Okay, I decided not to get Angels after all. 

emc7
The whole reason I wanted Scofoli, is that they were a nice blue. A’course, my whole tank is done in blues (even the background!) so they might get “lost” in it, anyway. I would like more yellow ..or even a white/gray/light species, but the only ones I can find are Bumblebee and the Electrics I have now. There’s “snowflake” ones at Petsmart, but they look more albino with red eyes, and albinos freak me out LOL

Lexus
Er...well, I had planned on moving them to the 60, when they were too big for the Pictus to eat. Or I could move them to the 60 first, and crowd my pictus in the 15 for a little while, so the Cichlids could grow faster in more room? I dunno!

Cichlid Man
I suppose I could breed ‘em...except I already have my Pictus! I like ‘em!
I’m _assuming_ the ones I got are juveniles, since they’re barely an inch long, and there was a whole bunch of them in the store tank. The other cichlids with them, and in the next tank were all at least 3 inches or more.
This would be another reason I should get a few more... I have no idea which ones are male or female. If I got more, there’d be more chance of getting at least one of either in the group.
I’ll also have to get more caves, and maybe some big rocks to bundle in a corner of the tank. The only kind of “rocks” I see at pet stores, are the plastic painted ones that are supposed to look real. Dunno if I like those very much, they’ve always got moss painted on ‘em... which in my opinion, just makes it look like algae LOL

Either way, I still want to quarantine for another week, so I have a bit of time to work all this out.


----------



## Lisachromis (Jan 19, 2005)

Pseudotropheus socolofi is also known as edwardi (or eduardi). Pindani was a trade name. They do need a decent sized tank. The 60g tank will be more than fine for the electric yellows (Labidochromis caeruleus). Adding more will up your chances of being able to breed them. (more chances for females) If you want rock for your tank, why not go to your local 'garden' centre and see if they have some decent looking granite or even limestone (to help with pH) rock for sale. It'll be cheaper than buying it at a petstore.


----------



## Vivid-Dawn (Jan 18, 2005)

I don't need any help with my pH, unless it's for lowering it. Right out of the tap, it's 8.2 ...and while I haven't tested the G/KH of it, I'll bet that's high too...it's so hard, there's mineral deposits on stuff after only a few weeks.

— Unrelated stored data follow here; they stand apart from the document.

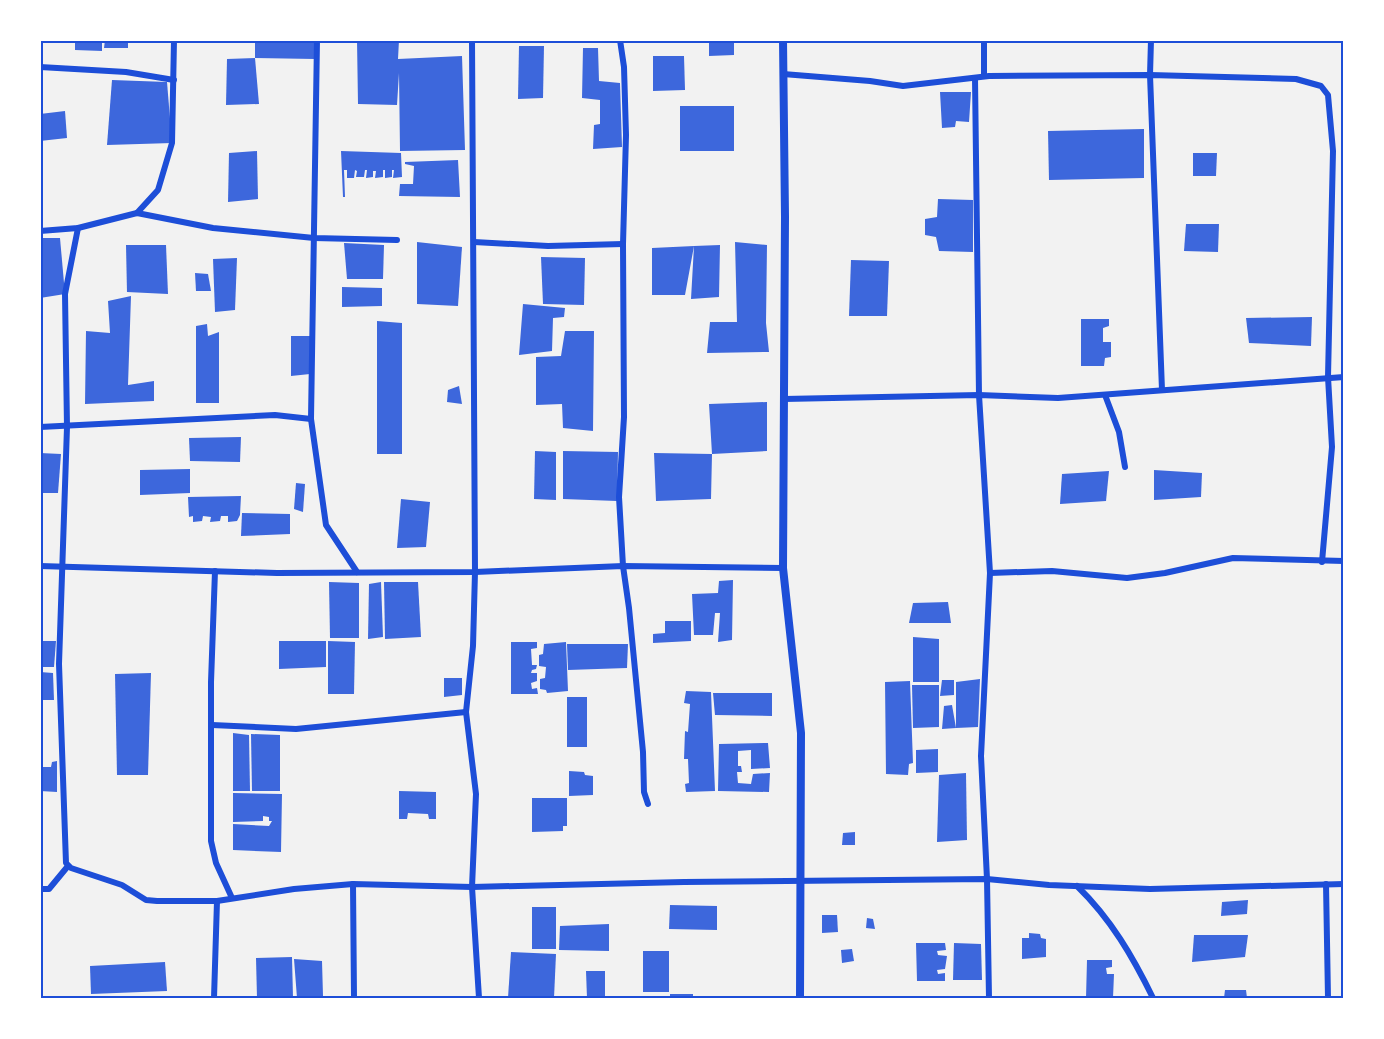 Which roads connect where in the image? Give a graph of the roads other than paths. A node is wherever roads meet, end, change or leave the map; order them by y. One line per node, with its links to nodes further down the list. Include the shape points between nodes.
1 (174, 40): 13 (street)
2 (317, 40): 17 (street)
3 (472, 40): 19 (street)
4 (620, 40): 20 (street, via 626,123)
5 (783, 40): 9 (street)
6 (984, 40): 11 (street)
7 (1151, 40): 10 (street)
8 (40, 67): 13 (street, via 126,72)
9 (783, 74): 12 (street, via 903,86); 26 (street)
10 (1150, 75): 11 (street); 21 (street, via 1296,79 1322,86 1328,95 1333,151); 23 (street)
11 (984, 76): 12 (street)
12 (975, 78): 24 (street)
13 (174, 80): 14 (street, via 172,143 158,190)
14 (137, 213): 15 (street); 17 (street, via 213,228)
15 (78, 228): 16 (street); 29 (street, via 65,294)
16 (40, 231)
17 (314, 238): 18 (street); 27 (street)
18 (397, 240)
19 (474, 242): 20 (street, via 548,246); 39 (street)
20 (623, 244): 35 (street, via 624,417 619,497)
21 (1328, 377): 22 (street); 23 (street); 32 (street, via 1332,447)
22 (1344, 377)
23 (1162, 390): 25 (street)
24 (979, 395): 25 (street); 26 (street); 40 (street)
25 (1105, 395): 30 (street, via 1119,432)
26 (783, 399): 36 (street)
27 (311, 419): 29 (street, via 275,415); 38 (street, via 326,525)
28 (40, 428): 29 (street)
29 (67, 428): 34 (street)
30 (1125, 467)
31 (1344, 561): 32 (street)
32 (1322, 562): 40 (street, via 1233,558 1127,578 1052,571)
33 (40, 566): 34 (street)
34 (63, 566): 37 (street); 44 (street, via 58,664)
35 (623, 566): 36 (street); 39 (street); 43 (street)
36 (783, 568): 46 (street, via 801,733)
37 (215, 571): 38 (street); 42 (street)
38 (357, 572): 39 (street)
39 (475, 572): 41 (street)
40 (990, 573): 45 (street, via 981,756)
41 (466, 712): 42 (street, via 296,729); 51 (street, via 476,794)
42 (212, 724): 53 (street, via 212,841 216,863)
43 (648, 804)
44 (68, 866): 52 (street, via 49,889); 54 (street, via 122,885 146,900)
45 (987, 879): 46 (street); 50 (street); 59 (street)
46 (801, 881): 51 (street); 58 (street)
47 (353, 884): 51 (street); 53 (street); 56 (street)
48 (1326, 884): 49 (street); 50 (street, via 1150,889); 61 (street)
49 (1344, 884)
50 (1077, 886): 60 (street, via 1119,936)
51 (472, 887): 57 (street)
52 (40, 889)
53 (232, 898): 54 (street)
54 (217, 901): 55 (street)
55 (214, 999)
56 (354, 999)
57 (479, 999)
58 (800, 999)
59 (989, 999)
60 (1153, 999)
61 (1328, 999)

Tomorrow I'm going to a garden shop to get some white pebbles (it seems my black gravel is washing out the colors, since my Electric Yellows are now Drudgy Browns), and some bigger rocks to make hidey-holes with. I already have one small decoration cave, and I really want to get a big castle thing at the pet store...but extra couldn't hurt!

I'm not so concerned about breeding right now, as just keeping them alive and happy for now.


----------



## Lisachromis (Jan 19, 2005)

Don't make the substrate too light as that will wash out the colours on your fish. Fish tend to want to 'hide' and if the substrate is light, they'll lighten to match it.


----------



## Cichlid Man (Jan 19, 2005)

So what colour is your substate Lisachromis?


----------



## Orbital (Jun 11, 2005)

Alot of my setups are on a off-white crushed coral substrate, my 75 is a off-white aragonite substrate. I also have a few on darker gravel, and one older setup on some old ligher blue gravel. I don't really notice a difference with the color of the fish though. 

I have two types of Mbuna that are mostly a black bodied fish and they are on white substrate and look jet black most of the time when in dominant color.

BTW the 8 and 15 gallon tanks are too small for Malawi cichlids other then raising up their offspring. 29/30 gallons are the minimum I use for smaller less aggressive species. 55-75+ are best suited for bigger groups of cichlids.


----------



## Vivid-Dawn (Jan 18, 2005)

I moved the cichlids (all 5) into the 50 gallon tank, a couple days ago. My Pictus Catfish (and yes, I know they like softer water...) chased ‘em a few times, but apparently gave up on trying to bite off more than they could chew LOL

With light blue gravel under ‘em, they’re not brown anymore! Now they’re so pale, they’re almost the color of the inside of a lemon rind. A couple are getting fat... I’m hoping it’s not Dropsy (none of the scales are protruding yet...), but I think they’re too young to start filling with eggs.
I noticed they move in a group now, straying no more than half a foot away from each other. At the pet store, cichlids just seem to be ‘everywhere’, and in my 15 gallon tank, they also just sort of wandered around on their own. Now they’re hardly ever apart, unless one gets distracted with something and forgets to keep up with the others.

I bought some slow sinking “crumbles”, since they don’t seem to like going up for food (even in the 15 gallon). Though they must be eating something, to still be alive, I guess.


Anyhoo, I suppose I’ll see how this goes.
I may post a picture tomorrow night, after I do my weekly church activity and before I go to bed!


----------